Based on our observations, most common eroded ossicle was incus which was found in 86 (86%) patients on both HRCT and intraoperatively. There was a significant relation between incus erosion intraoperatively and incus erosion on CT with 100% sensitivity and 100% specificity which was similar to the study done by karki et al., who studied the correlation between preoperative HRCT findings and the surgical findings in cases with CSOM [11]. As for other ossicles, we found that malleus was eroded in 28 (28%) cases on CT while intraoperatively it was found to be eroded in 39 (39%) patients. Stapes was reported eroded in 31 (31%) cases on CT and 32 (32%) patients were found to have eroded stapes intraoperatively. Erosion of either the incus or the stapes was detected by the preoperative CT scan with high accuracy. The results were similar to the study done by Datta et al. [12] which showed ossicles destruction with 89% sensitivity and 85% accuracy. In contrast to our study Rogha et al., [6] found that the stapes was not consistently visualized by the preoperative CT; however when it is seen it usually appeared as a structure of soft tissue density in the oval window niche Therefore, finer slice of temporal bone CT are required to help detect the status of stapes. Previous knowledge of status of ossicles decides likelyhood of hearing preservations achieved after the surgery [13] and also tell about requirement of ossicluoplasty intraoperatively.

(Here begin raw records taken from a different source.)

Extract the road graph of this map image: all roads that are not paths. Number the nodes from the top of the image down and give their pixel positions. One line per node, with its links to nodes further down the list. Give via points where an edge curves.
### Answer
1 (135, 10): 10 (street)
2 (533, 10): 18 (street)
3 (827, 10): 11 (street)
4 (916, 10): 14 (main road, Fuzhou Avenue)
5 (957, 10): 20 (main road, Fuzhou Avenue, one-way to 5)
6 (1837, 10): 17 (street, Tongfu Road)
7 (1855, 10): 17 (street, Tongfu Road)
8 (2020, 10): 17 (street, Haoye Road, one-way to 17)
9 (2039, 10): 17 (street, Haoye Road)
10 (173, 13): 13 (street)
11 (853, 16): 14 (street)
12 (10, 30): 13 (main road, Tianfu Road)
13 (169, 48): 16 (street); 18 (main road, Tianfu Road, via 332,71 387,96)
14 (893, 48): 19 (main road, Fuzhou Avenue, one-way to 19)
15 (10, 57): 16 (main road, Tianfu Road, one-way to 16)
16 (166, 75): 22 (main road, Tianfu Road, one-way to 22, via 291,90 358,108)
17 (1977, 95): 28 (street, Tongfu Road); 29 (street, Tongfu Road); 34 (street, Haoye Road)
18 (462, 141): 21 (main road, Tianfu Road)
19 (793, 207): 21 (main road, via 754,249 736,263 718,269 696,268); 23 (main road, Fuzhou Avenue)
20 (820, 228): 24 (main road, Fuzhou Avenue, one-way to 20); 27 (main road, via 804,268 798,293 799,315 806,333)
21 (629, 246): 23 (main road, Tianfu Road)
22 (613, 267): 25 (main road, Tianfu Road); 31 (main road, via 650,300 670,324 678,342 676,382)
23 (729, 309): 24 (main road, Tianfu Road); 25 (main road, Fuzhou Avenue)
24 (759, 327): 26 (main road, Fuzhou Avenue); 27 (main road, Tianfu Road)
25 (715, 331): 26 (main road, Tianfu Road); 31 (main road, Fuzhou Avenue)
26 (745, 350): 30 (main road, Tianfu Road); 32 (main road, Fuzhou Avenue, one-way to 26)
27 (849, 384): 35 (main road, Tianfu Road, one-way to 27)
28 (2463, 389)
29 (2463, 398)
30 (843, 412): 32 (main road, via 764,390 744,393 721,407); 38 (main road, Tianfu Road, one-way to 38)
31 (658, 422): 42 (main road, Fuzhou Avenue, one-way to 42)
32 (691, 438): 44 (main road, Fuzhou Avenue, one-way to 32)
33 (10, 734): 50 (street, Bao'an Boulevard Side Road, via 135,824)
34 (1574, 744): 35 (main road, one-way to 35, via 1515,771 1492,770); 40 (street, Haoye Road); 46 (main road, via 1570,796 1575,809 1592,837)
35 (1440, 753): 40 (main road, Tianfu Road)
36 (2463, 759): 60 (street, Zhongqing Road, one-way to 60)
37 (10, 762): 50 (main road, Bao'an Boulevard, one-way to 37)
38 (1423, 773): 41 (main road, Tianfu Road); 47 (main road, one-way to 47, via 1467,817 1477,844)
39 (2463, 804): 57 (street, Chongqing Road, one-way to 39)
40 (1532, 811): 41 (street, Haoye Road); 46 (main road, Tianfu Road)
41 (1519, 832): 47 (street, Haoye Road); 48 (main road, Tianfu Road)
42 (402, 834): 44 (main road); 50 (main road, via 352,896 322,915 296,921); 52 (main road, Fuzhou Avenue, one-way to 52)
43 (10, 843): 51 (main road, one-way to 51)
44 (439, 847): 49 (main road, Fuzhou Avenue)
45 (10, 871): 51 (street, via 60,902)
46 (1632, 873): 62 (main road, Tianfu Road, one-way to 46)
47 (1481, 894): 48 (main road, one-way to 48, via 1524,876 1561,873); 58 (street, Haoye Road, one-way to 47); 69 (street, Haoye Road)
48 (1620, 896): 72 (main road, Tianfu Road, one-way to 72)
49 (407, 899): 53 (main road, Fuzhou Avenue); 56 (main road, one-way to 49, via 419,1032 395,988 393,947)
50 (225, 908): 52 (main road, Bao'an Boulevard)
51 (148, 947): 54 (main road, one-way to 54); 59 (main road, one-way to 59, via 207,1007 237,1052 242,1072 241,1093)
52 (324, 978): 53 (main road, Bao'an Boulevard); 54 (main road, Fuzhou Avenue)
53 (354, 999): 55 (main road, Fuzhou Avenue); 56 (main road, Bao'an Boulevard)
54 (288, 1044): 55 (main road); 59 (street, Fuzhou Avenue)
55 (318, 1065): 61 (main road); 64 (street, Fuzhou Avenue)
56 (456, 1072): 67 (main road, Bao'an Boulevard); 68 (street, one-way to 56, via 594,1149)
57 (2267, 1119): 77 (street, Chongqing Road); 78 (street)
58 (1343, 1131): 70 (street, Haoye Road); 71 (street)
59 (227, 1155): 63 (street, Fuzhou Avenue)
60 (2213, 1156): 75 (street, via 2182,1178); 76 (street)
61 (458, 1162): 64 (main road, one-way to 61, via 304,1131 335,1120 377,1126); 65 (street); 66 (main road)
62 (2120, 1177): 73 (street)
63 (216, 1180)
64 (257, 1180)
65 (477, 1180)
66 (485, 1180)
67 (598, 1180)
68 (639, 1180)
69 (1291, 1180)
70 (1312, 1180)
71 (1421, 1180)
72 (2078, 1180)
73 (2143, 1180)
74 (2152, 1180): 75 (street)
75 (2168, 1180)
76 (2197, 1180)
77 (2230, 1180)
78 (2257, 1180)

We found 100% sensitivity and specificity of CT scan and intraoperative observation to detect sigmoid sinus plate erosion which was similar to the study done by Rogha et al. [6]. They found that the CT scan correlation was excellent for the sigmoid plate erosion

In our study HRCT showed erosion of lateral semicircular canal in 33 cases and intraoperatively found to have erosion in 35 patients, thus showing sensitivity of 94.29% and specificity of 100%. Reddy et al. [14]showed sensitivity 60% and specificity 90%. In the study done by Datta et al. [13] and Gomma et al. [12, 15] observed erosion of LSC on HRCT showed 100% sensitivity and specificity Study done by Prata et al., [16] showed sensitivity 100% and specificity 96%. In the study done by Payal et al., [17] sensitivity was 66% and specificity was 83%. HRCT depicts bone erosion even in the absence of fistula, which helps the surgeon intraoperatively in careful removal of cholesteatoma to prevent labyrinthine fistula formation [13]. and also helps in knowing whether patient will have post operative giddiness or not.

As observed in our study, facial canal erosion was seen in 25 cases on HRCT and intraoperatively also all 25 patients were found to have eroded facial canal showing 100% sensitivity and 100% specificity. The results were similar to the study done by Dutta et al., [4] Reddy et al.,[5]

So overall, we found a good correlation between preoperative HRCT and intraoperative findings. It is confirmed to be valuable radiological diagnostic tool and helps in guiding the surgical management.

Conclusion

HRCT has shown good results with significant correlation of diagnostic value with the findings intraoperatively. It provides useful information on anatomical variations of temporal bone and also enhances preoperative evaluation of cholesteatoma, its extension, erosions and complications. Therefore HRCT temporal bone is one of the most useful guide for the surgeon for early detection of cholesteatoma, planning type of surgery, before hand explaining the patient about the prognosis, morbidity, post operative hearing results, despite its pitfalls as radiation exposure and high cost.